Goal of the exercise – The word "above" appears in some lines of the entries. Say how many, and give nothing but the number.

Stored data –
* * * *

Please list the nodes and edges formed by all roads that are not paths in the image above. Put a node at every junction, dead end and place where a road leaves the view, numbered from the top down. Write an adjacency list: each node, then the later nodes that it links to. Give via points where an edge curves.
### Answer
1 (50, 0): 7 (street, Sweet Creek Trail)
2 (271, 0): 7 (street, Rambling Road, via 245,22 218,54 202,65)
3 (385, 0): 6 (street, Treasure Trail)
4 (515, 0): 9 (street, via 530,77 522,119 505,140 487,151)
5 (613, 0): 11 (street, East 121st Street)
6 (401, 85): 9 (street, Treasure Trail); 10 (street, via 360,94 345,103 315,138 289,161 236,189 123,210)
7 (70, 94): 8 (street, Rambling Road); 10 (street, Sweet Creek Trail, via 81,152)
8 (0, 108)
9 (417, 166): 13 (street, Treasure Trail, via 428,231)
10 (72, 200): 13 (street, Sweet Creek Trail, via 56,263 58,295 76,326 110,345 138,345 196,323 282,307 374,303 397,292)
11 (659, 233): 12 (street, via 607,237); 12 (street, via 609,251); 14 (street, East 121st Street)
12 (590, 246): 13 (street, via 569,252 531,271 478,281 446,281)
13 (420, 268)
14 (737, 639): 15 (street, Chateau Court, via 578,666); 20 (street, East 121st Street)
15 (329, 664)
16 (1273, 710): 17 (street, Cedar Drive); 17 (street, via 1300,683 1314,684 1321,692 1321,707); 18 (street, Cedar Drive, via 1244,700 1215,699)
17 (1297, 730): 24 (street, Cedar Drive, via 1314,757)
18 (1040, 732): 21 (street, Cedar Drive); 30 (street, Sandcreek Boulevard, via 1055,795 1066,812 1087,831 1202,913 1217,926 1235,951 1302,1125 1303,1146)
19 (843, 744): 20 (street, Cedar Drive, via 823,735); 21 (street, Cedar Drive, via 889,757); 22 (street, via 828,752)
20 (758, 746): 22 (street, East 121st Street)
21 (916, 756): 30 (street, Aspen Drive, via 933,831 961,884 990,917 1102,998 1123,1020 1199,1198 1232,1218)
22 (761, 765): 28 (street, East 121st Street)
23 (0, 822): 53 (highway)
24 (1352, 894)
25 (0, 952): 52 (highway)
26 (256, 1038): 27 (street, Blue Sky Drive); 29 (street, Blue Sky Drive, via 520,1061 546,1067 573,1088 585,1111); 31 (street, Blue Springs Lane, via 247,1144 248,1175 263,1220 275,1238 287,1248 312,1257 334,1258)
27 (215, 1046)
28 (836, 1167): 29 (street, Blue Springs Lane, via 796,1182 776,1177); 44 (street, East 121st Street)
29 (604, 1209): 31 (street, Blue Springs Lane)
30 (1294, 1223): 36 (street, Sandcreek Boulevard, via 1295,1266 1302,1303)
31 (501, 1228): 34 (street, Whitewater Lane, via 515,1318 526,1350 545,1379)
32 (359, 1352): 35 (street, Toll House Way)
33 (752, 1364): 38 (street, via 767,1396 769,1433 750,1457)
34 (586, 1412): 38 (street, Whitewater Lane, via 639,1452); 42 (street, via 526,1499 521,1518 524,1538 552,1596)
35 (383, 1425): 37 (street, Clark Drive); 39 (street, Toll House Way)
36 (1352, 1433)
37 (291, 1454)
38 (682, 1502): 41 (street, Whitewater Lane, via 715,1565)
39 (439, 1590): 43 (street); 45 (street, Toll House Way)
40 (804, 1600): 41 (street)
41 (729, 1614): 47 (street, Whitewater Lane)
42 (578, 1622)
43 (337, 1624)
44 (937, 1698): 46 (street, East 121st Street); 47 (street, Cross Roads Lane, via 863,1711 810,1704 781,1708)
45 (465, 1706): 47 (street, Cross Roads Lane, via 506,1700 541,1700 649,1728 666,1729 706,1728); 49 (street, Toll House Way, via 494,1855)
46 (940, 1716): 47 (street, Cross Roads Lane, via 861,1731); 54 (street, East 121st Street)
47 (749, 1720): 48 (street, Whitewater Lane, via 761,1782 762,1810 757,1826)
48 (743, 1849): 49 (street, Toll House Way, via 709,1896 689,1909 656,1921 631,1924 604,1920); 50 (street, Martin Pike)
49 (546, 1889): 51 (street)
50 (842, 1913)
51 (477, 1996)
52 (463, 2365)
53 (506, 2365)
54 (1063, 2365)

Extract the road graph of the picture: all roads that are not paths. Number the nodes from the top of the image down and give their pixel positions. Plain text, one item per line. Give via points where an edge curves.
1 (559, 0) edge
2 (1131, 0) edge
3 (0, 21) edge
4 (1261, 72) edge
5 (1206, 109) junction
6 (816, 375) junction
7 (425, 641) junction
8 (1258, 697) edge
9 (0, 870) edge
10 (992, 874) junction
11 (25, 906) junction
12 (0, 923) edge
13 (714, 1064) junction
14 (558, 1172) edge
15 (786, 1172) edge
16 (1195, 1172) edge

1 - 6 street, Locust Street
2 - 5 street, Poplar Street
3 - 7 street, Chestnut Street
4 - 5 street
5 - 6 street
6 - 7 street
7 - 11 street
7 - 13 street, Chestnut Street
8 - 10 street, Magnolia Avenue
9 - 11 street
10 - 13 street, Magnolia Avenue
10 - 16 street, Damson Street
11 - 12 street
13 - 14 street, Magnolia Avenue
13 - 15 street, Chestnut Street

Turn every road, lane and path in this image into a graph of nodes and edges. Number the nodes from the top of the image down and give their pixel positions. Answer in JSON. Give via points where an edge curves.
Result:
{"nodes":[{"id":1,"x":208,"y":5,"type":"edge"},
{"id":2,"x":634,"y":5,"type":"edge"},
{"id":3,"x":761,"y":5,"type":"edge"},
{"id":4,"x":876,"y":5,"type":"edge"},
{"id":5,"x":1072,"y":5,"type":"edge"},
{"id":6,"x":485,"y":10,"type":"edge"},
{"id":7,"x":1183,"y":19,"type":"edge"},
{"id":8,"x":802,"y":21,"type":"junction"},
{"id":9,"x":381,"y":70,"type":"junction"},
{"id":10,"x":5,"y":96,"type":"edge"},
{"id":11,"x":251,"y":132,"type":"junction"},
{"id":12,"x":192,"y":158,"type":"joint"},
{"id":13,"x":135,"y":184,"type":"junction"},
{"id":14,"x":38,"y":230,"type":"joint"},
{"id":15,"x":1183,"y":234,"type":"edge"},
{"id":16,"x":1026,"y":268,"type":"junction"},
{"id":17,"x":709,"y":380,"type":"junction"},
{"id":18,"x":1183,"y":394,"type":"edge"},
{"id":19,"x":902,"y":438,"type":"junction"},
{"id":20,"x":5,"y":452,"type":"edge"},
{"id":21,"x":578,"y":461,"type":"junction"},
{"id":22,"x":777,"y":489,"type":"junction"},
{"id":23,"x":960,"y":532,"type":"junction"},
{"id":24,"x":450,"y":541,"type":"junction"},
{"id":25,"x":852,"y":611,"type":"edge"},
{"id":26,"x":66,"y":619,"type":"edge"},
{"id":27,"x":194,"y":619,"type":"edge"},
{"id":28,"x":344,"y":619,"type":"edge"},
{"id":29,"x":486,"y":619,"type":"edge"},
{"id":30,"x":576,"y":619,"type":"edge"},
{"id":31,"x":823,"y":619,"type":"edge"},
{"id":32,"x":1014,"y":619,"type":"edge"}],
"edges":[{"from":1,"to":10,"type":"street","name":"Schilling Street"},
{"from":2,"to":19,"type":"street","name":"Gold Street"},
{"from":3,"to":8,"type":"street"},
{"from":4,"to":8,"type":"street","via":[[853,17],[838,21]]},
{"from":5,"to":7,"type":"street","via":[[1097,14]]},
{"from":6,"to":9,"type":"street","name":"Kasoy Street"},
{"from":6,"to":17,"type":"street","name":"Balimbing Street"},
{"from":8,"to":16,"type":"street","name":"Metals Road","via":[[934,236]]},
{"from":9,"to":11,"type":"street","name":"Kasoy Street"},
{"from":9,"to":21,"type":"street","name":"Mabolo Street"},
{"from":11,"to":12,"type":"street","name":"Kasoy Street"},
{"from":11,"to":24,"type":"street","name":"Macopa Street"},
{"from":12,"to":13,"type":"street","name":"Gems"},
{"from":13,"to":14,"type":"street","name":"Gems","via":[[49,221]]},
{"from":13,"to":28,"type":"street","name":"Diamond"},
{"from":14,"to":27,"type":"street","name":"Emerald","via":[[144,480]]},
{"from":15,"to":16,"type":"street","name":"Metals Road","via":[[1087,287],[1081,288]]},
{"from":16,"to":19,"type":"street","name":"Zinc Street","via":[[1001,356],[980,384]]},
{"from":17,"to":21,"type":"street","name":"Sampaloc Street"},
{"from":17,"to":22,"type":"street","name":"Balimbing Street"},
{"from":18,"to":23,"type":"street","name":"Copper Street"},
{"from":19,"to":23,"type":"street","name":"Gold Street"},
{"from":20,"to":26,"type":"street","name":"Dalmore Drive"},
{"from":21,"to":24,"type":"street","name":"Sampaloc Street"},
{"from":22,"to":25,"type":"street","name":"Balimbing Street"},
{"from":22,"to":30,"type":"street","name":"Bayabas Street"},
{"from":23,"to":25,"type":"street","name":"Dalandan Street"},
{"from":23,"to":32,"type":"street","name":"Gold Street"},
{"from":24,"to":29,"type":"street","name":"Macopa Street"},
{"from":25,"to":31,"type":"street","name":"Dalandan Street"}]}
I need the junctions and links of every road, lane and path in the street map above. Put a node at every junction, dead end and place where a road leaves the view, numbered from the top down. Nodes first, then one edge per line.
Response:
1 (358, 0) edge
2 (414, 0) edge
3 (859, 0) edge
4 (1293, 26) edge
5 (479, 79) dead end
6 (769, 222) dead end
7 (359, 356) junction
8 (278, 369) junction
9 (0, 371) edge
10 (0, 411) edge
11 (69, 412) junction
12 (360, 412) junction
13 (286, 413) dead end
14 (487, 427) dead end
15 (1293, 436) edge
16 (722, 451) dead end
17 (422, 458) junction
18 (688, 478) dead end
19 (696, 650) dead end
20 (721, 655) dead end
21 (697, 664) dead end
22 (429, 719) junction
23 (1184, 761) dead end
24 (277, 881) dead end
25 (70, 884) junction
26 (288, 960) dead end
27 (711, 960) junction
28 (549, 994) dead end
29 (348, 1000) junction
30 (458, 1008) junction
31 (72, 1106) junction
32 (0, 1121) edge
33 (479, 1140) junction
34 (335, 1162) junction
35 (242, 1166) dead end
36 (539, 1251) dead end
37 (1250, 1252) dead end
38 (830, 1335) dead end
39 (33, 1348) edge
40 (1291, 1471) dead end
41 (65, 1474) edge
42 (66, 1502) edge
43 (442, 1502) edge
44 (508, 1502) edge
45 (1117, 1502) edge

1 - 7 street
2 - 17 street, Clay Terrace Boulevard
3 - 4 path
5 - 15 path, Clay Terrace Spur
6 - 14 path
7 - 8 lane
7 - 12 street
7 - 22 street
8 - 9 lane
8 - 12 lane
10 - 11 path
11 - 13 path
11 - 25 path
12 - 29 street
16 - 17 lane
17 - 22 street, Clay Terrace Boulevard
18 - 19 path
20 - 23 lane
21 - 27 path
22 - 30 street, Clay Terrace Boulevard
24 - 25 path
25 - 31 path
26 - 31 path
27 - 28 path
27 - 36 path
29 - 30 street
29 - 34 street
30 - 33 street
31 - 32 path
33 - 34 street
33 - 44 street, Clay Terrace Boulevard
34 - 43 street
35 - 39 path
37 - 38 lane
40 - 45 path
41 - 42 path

* * * *

Answer to the exercise – 2